For entertainment I bring several books, which I leave at the various hotels after I finish them. They are too heavy to carry around once I have finished them so if my teammates don’t want them, they stay . I also bring my laptop, my Ipod Nano, and Bose noise-canceling headphones. I was skeptical about the Bose technology but I now find them invaluable while flying next to screaming children and sharing one-room cabins with my entire team. I use my computer to talk on Skype whenever I have wireless access. I also use it to watch movies and TV show series. I watched the Sopranos seasons 3-6 last year. This year I have a couple boxes of the show “24.”

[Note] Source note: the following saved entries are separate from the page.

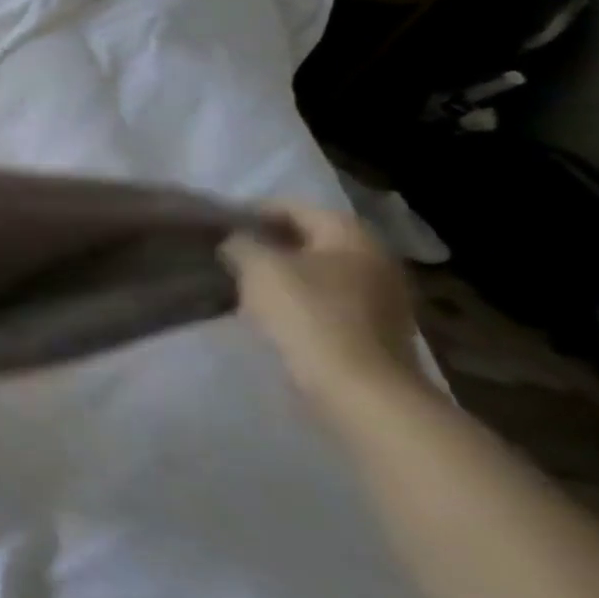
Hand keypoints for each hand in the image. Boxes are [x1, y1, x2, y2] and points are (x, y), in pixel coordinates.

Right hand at [221, 202, 422, 413]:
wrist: (359, 389)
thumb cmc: (308, 315)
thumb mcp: (258, 267)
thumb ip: (240, 242)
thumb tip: (236, 240)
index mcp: (352, 235)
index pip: (294, 207)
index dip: (252, 212)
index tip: (217, 225)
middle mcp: (375, 258)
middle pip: (310, 238)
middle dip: (269, 242)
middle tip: (228, 252)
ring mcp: (381, 296)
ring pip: (318, 270)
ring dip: (283, 272)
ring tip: (243, 281)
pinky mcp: (374, 328)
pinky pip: (327, 299)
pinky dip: (298, 298)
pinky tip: (270, 310)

Being a diabetic is a real pain whenever I travel for a long time because I inevitably have to haggle with my insurance company to give me more than one-month supply of my meds. Then I have to explain to many different airline security guys what the supplies are. Not to mention that they take space and add weight to my bags. Since I have started wearing a patch insulin pump on my arm, security has begun to take a special interest in me. Other passengers have too. Many people have come right up to me and asked what that “thing on my arm is.” Two of my favorite guesses are the “new ipod,” and a “nicotine patch.” I like to have a little fun and tell them, “I used to smoke 6 packs a day”, or “the music vibrates through my skin to my ears”, depending upon which guess they pick.

A new season means new skis to test. This year I have eight new pairs of Fischer skis that Zach Caldwell selected. Testing this many skis can be a lot of work but fortunately Zach will be at the first two world cups to help me. When I took 5th in Kuusamo last year, Zach was on Eurosport with me for a few minutes. Hopefully I can do something to get us on Eurosport for a little longer this year.

Kris Freeman

Kris Freeman is a longtime member of the US Ski Team and the top-ranked distance skier in the United States.